His mother bravely tries to smile; last Christmas Eve was gay;
Last Christmas morn his daddy rose at dawn with him to play;
This year he'll hang his stocking by the chimney, but the hands
That filled it with the joys he craved now serve in foreign lands.
He is too young to understand his mother's troubled glance,
But he that was his Santa Claus is in a trench in France.
Somewhere in France this Christmas Eve a soldier brave will be,
And all that night in fancy he will trim a Christmas tree;
And all that night he'll live again the joys that once he had
When he was good St. Nicholas unto a certain lad.

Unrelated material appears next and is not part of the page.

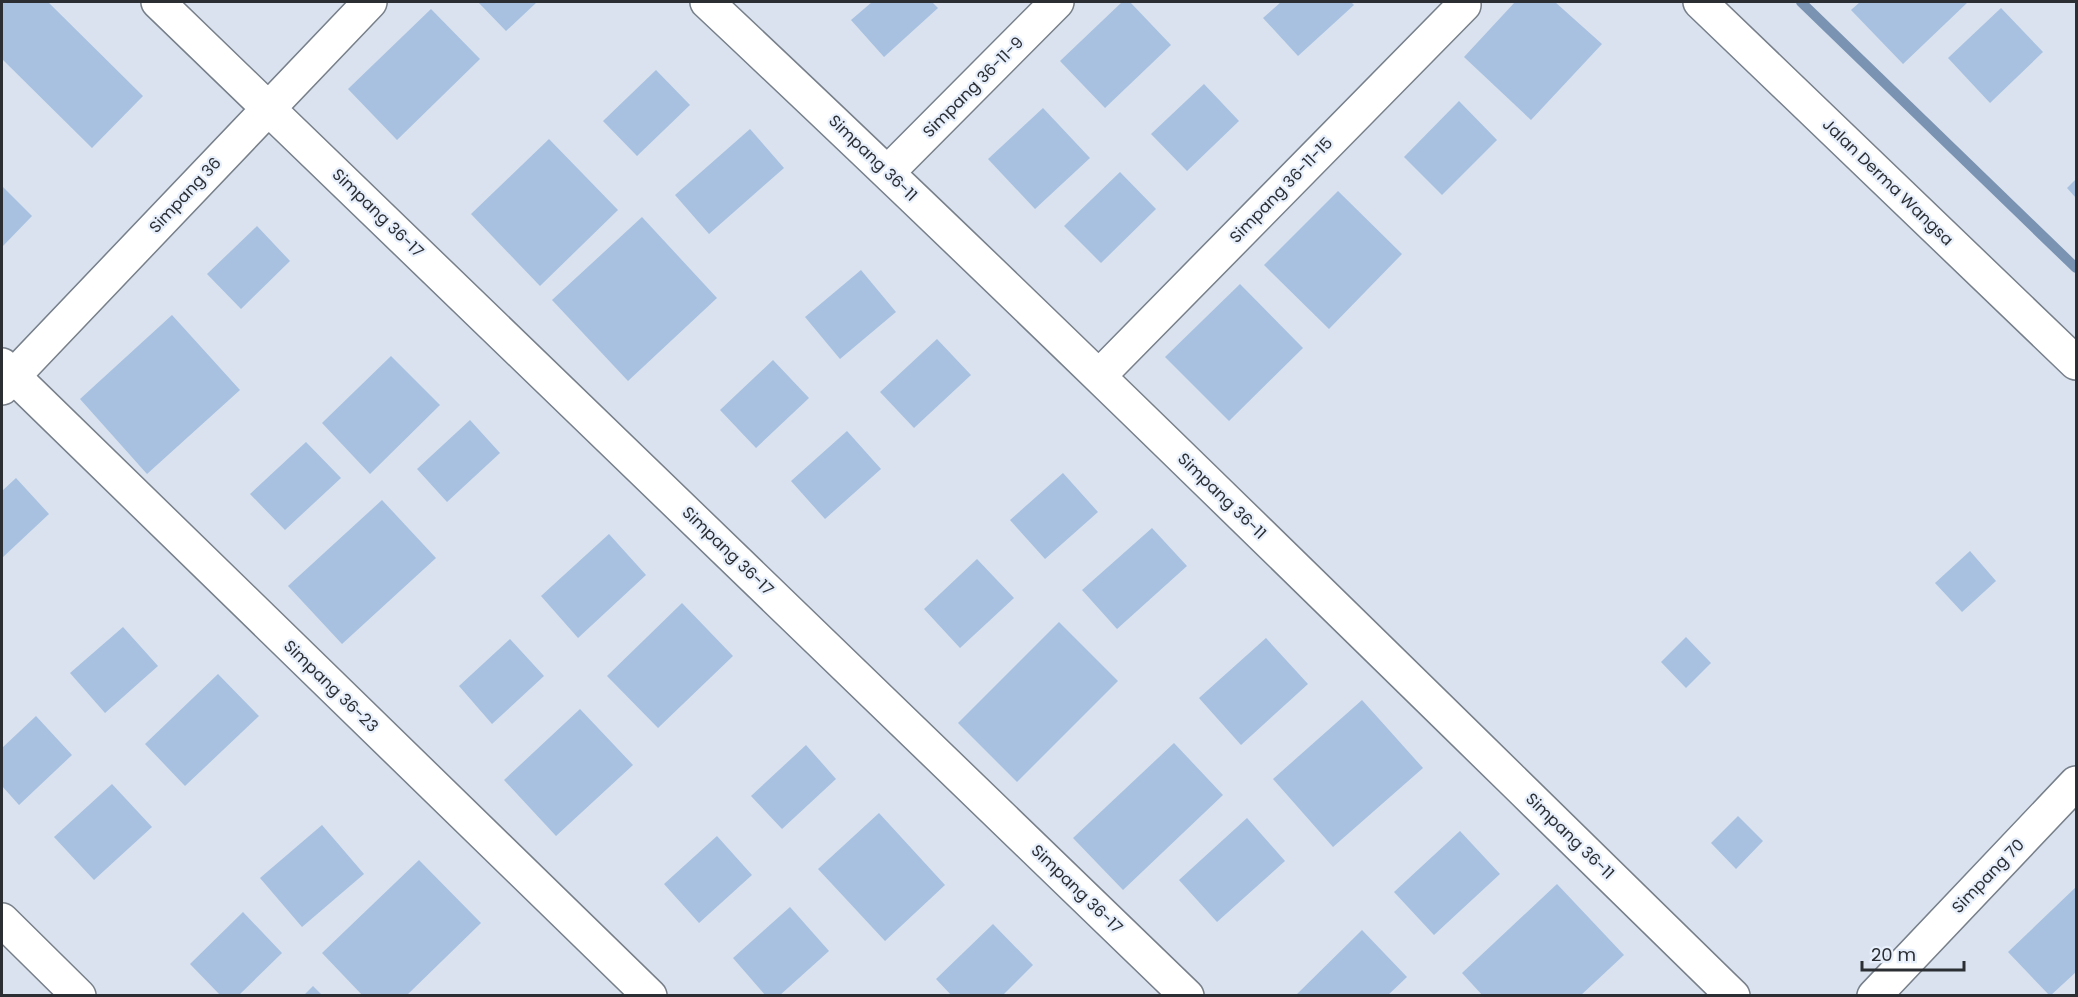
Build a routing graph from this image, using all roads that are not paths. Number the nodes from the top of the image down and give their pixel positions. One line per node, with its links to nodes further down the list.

And he will wonder if his boy, by any sad mischance,
Will find his stocking empty just because he serves in France.
Show the Flag
Show the flag and let it wave
As a symbol of the brave;
Let it float upon the breeze
As a sign for each who sees
That beneath it, where it rides,
Loyalty to-day abides.
Show the flag and signify
That it wasn't born to die;
Let its colors speak for you
That you still are standing true,
True in sight of God and man
To the work that flag began.
Show the flag that all may see
That you serve humanity.
Let it whisper to the breeze
That comes singing through the trees
That whatever storms descend
You'll be faithful to the end.
Show the flag and let it fly,
Cheering every passer-by—
Men that may have stepped aside,
May have lost their old-time pride,
May behold it there, and then
Consecrate themselves again.
Show the flag! The day is gone
When men blindly hurry on
Serving only gods of gold;
Now the spirit that was cold
Warms again to courage fine.
Show the flag and fall in line!
The Honor Roll
The boys upon the honor roll, God bless them all, I pray!
God watch them when they sleep at night, and guard them through the day.
We've stamped their names upon our walls, the list in glory grows,
Our brave boys and our splendid boys who stand to meet our foes.
Oh, here are sons of mothers fair and fathers fine and true,
The little ones of yesterday, the children that we knew;
We thought of them as younsters gay, still laughing at their games,
And then we found the honor roll emblazoned with their names.
We missed their laughter and their cheer; it seems but yesterday
We had them here to walk with us, and now they've marched away.
And here where once their smiles were seen we keep a printed scroll;
The absent boy we long to see is on the honor roll.
So quickly did the summons come we scarcely marked the change,
One day life marched its normal pace, the next all things seemed strange,
And when we questioned where they were, the sturdiest of us all,
We saw the silent honor roll on each familiar wall.
The laughter that we knew has gone; the merry voice of youth
No longer rings where graybeards sit, discussing sombre truth.
No longer jests are flung about to rouse our weary souls,
For they who meant so much to us are on our honor rolls.
The Princess Pats
A touch of the plain and the prairie,
A bit of the Motherland, too;
A strain of the fur-trapper wary,
A blend of the old and the new;
A bit of the pioneer splendor
That opened the wilderness' flats,
A touch of the home-lover, tender,
You'll find in the boys they call Pats.
The glory and grace of the maple,
The strength that is born of the wheat,
The pride of a stock that is staple,
The bronze of a midsummer heat;
A blending of wisdom and daring,
The best of a new land, and that's
The regiment gallantly bearing
The neat little title of Pats.
A bit of the man who has neighbored
With mountains and forests and streams,
A touch of the man who has labored
To model and fashion his dreams;
The strength of an age of clean living,
Of right-minded fatherly chats,
The best that a land could be giving
Is there in the breasts of the Pats.